Assorted Personal Notations, Essays, and Other Jottings

Archive for November 2010

[LINK] “2010 Isn’t What Many Futurists Of The Past Imagined”

Linton Weeks’ NPR essay “2010 Isn’t What Many Futurists Of The Past Imagined” says what needs to be said of futurology, namely, that the futures predicted often reflect the fears and hopes of contemporaries as much as anything else.

In 1983, the Science & Technology Agency in Tokyo polled 2,000 experts — university professors, government officials and business thinkers — in more than a dozen fields about 800 technological categories. The Japan Economic Journal reported on the results and what life in 2010 would be like “if all the new technologies and innovations actually materialize as planned.”

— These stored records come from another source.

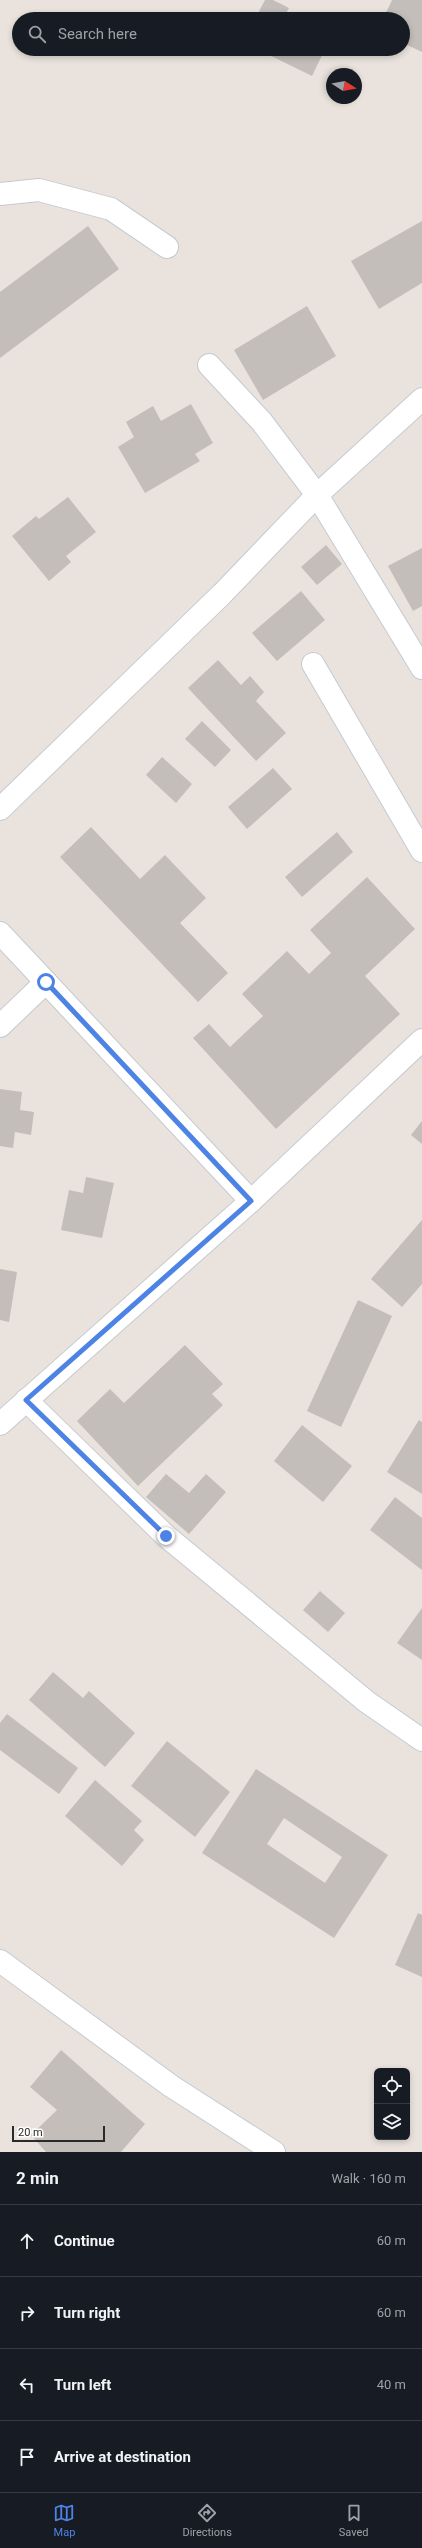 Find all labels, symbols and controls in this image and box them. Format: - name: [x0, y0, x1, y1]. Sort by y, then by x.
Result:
- search box: [12, 12, 410, 56]
- icon: search: [26, 23, 48, 45]
- text: Search here: [58, 25, 137, 43]
- north arrow: [326, 68, 362, 104]
- route start: [37, 973, 55, 991]
- route end: [157, 1527, 175, 1545]
- map controls: [374, 2068, 410, 2140]
- button: locate: [374, 2068, 410, 2104]
- button: layers: [374, 2104, 410, 2140]
- scale bar: [12, 2124, 105, 2143]
- text: 20 m: [18, 2126, 43, 2139]
- text: 2 min: [16, 2168, 59, 2188]
- text: Walk · 160 m: [331, 2171, 406, 2186]
- icon: ahead: [16, 2230, 38, 2252]
- text: Continue: [54, 2232, 115, 2250]
- text: 60 m: [377, 2233, 406, 2248]
- icon: right: [16, 2302, 38, 2324]
- text: Turn right: [54, 2304, 120, 2322]
- text: 60 m: [377, 2305, 406, 2320]
- icon: left: [16, 2374, 38, 2396]
- text: Turn left: [54, 2376, 111, 2394]
- text: 40 m: [377, 2377, 406, 2392]
- icon: arrive: [16, 2446, 38, 2468]
- text: Arrive at destination: [54, 2448, 191, 2466]
- tab: Map: [53, 2502, 75, 2539]
- tab: Directions: [182, 2502, 232, 2539]
- tab: Saved: [339, 2502, 369, 2539]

Japanese seers got some things right. Ordinary households, according to the report, “would enjoy all kinds of information thanks to the development of digital communications networks.”

They missed on a few things, too. “The three most pernicious adult diseases — cancer, cerebral apoplexy and heart ailments — would be conquered.” We wish.

And the futurologists imagined the skies in 2010 alive with orbiting factories and experimental laboratories “floating around in space, producing new pharmaceuticals, alloys and other substances, taking full advantage of the absence of gravity.” They also believed that satellites would generate power from solar rays to be used by earthlings.

[. . .]

So many wild predictions from the past about 2010 have come true so fast, it does seem like we already live in the future. Robots clean the floors and serve drinks and bark like pet dogs. Google’s self-driving cars are cruising the streets. A reporter from The New York Times has risen from the ground with a jet pack on his back.

But what about all the predictions that didn’t come true? What can we learn from them?

Maybe by looking back at the predictions — realized and unrealized — we can glean something about life in the past. What the predictors longed for. What they wanted. What they feared.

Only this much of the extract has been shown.